> ACTION ITEM:
Your task is to gather the lines below that hold the string "Hélène".

Records from a dataset:
^^^^^^^^
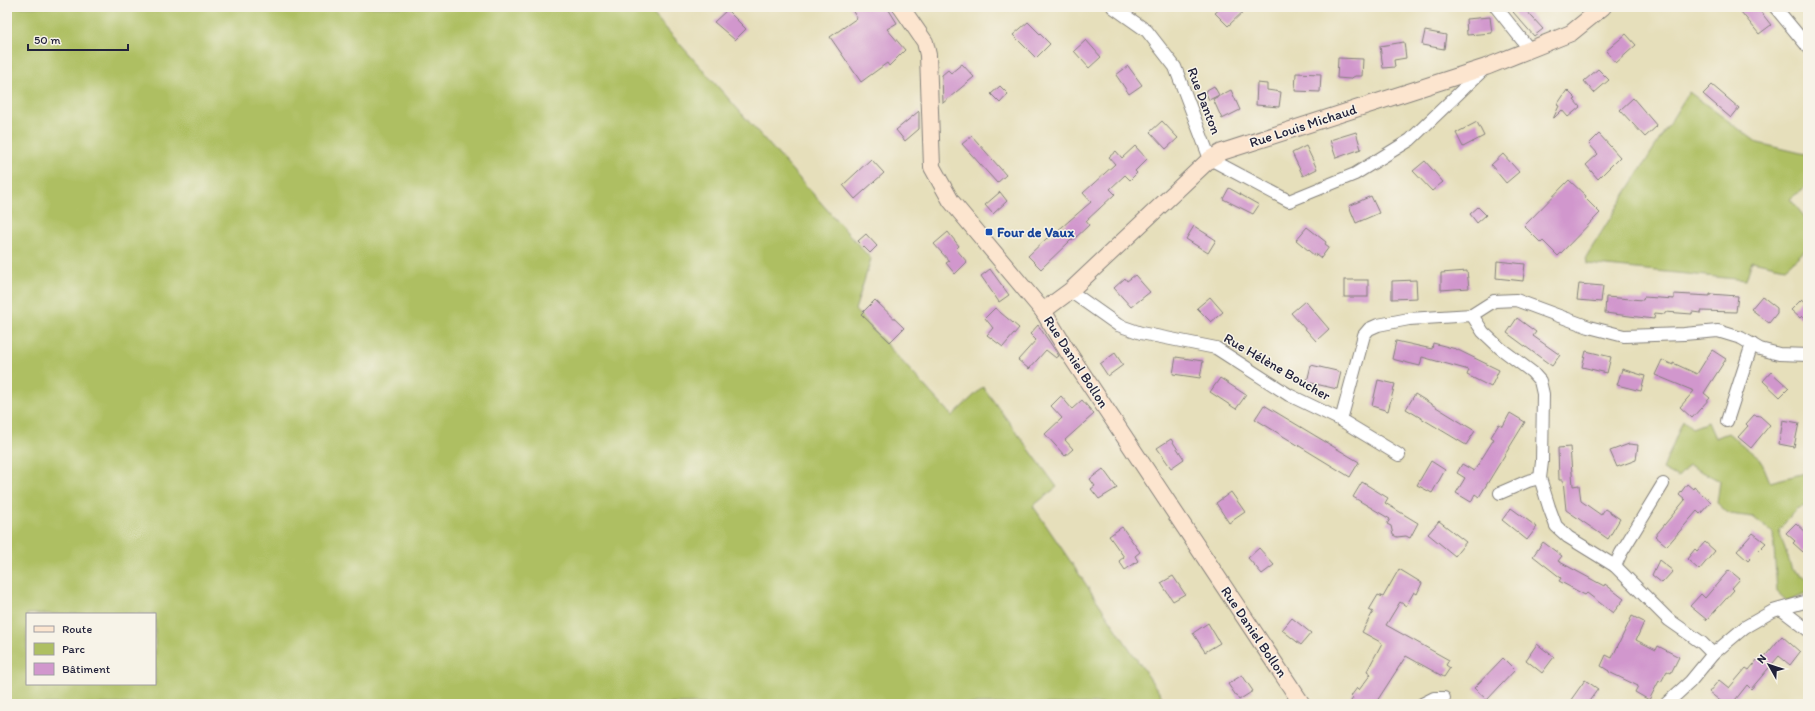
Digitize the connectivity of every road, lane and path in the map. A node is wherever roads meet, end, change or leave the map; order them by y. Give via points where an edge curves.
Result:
1 (901, 7) edge
2 (1113, 7) edge
3 (1496, 7) edge
4 (1603, 7) edge
5 (1775, 7) edge
6 (1808, 46) edge
7 (1530, 50) junction
8 (1486, 67) junction
9 (1210, 159) junction
10 (1070, 291) junction
11 (1043, 311) junction
12 (1472, 315) junction
13 (1752, 344) junction
14 (1808, 355) edge
15 (1341, 420) junction
16 (1727, 421) dead end
17 (1399, 455) dead end
18 (1540, 478) junction
19 (1663, 484) dead end
20 (1500, 493) dead end
21 (1615, 566) junction
22 (1808, 601) edge
23 (1782, 610) junction
24 (1808, 630) edge
25 (1713, 654) junction
26 (1444, 698) dead end
27 (1302, 704) edge
28 (1422, 704) edge
29 (1666, 704) edge

1 - 11 street, Rue Daniel Bollon via 925,42 928,56 932,167 951,201
2 - 9 street, Rue Danton via 1147,31 1175,68
3 - 7 street
4 - 7 street, Rue Louis Michaud via 1571,32
5 - 6 street
7 - 8 street, Rue Louis Michaud
8 - 9 street, Rue Louis Michaud via 1222,152
8 - 9 street via 1410,140 1355,174 1289,201
9 - 10 street, Rue Louis Michaud
10 - 11 street, Rue Louis Michaud
10 - 15 street, Rue Hélène Boucher via 1118,325 1141,333 1216,348 1289,395
11 - 27 street, Rue Daniel Bollon
12 - 13 street via 1494,301 1516,300 1589,328 1624,336 1718,331
12 - 15 street via 1409,319 1369,329 1364,336
12 - 18 street via 1483,332 1540,381 1543,394
13 - 14 street via 1779,354
13 - 16 street
15 - 17 street, Rue Hélène Boucher
18 - 20 street
18 - 21 street via 1556,526 1568,538
19 - 21 street
21 - 25 street via 1669,620
22 - 23 street
23 - 24 street
23 - 25 street via 1773,611 1745,627
25 - 29 street via 1690,682
26 - 28 street via 1434,698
^^^^^^^^
> EXERCISE RESULT:
10 - 15 street, Rue Hélène Boucher via 1118,325 1141,333 1216,348 1289,395
15 - 17 street, Rue Hélène Boucher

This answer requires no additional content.